When the Touro Business Library first opened at 65 Broadway in 2009, the World Trade Center site was still in its early stages of construction. Being only a few blocks from the site, the staff at 65 Broadway has had the great opportunity of seeing the World Trade Center blossom and grow daily before our eyes. It has been interesting to see the transition as the WTC has become revitalized.
Thinking back to the spring of 2009, the World Trade Center was still a large “hole in the ground,” as many people called it. There were some concrete foundations, but beyond that, nothing seemed to be taking shape. There were a lot of trucks and hardhat workers milling around, but progress appeared to be stagnant. The site seemed to still reflect the tragedy of 9/11 as there was a sense of empty space and loss surrounding the area.

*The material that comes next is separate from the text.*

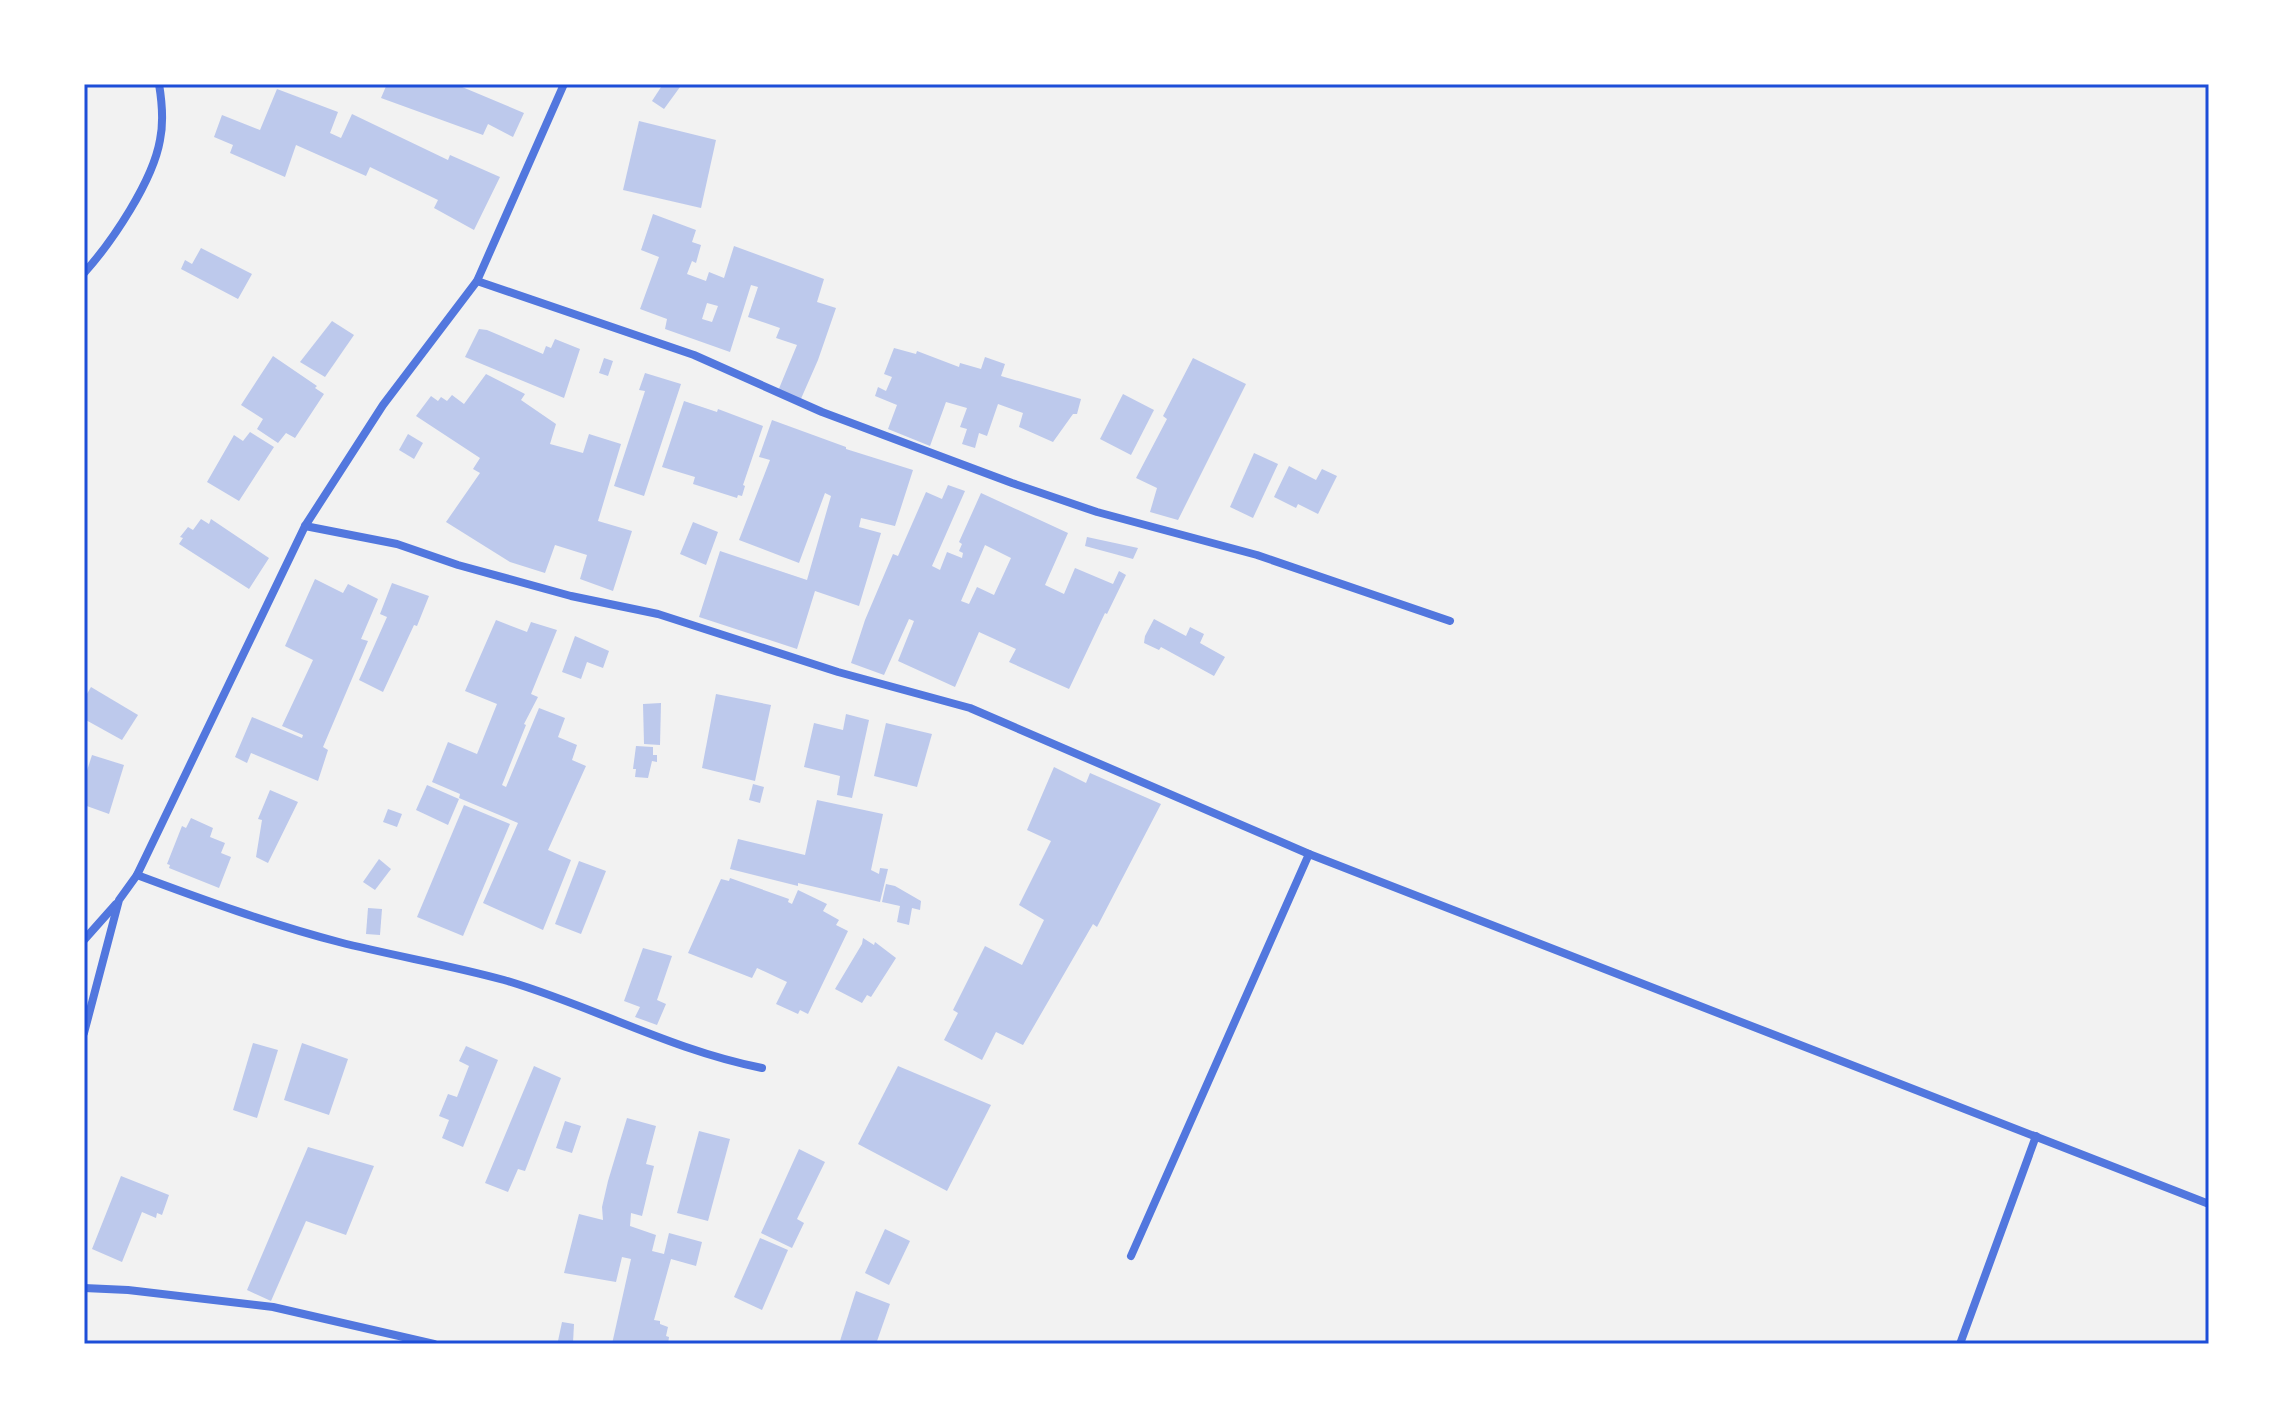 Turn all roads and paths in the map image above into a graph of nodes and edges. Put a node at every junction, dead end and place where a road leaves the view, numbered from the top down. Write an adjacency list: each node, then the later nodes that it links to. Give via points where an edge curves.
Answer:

Everyday, I take the R train to Rector Street. The train would bypass Cortlandt Street, as the station was under construction due to the heavy damaged it sustained on 9/11. As the train passed through the station, I would notice how the mosaic tiles on the walls continued to form patterns, how the station stairways and halls began to take shape, and how the lighting changed. On the street level, progress also began to move forward as steel and glass structures started to emerge from the “hole in the ground”. Each day, I would walk past the site and watch 1 WTC and 4 WTC grow toward the sky, layer by layer.
I specifically recall the 10 year anniversary of 9/11 being a turning point. Not only were the WTC buildings continuing their progress skyward, but the September 11 Memorial opened, with its budding trees and reflecting pools. It was around this time that I remember the conductor on the R train announced that the train was making a stop at Cortlandt Street station. As the train doors opened, I could smell the fresh paint and grout that I had been seeing through the train windows for so long. Cortlandt Street station was finally open again to after years of being a dormant construction zone.
As the WTC continued to recover, the surrounding area began to sprout retail shops and restaurants, as businesses felt more confident moving back into the area. Today, the neighborhood around the 65 Broadway campus is bustling with tourists who come to pay their respects at the WTC site, as well as New Yorkers who work in the financial capital of the world. As a native New Yorker, it has been a pleasure to watch this piece of New York history unfold before my eyes. The recovery of the World Trade Center site is a symbol of how New York continues to rebuild itself and look toward the future.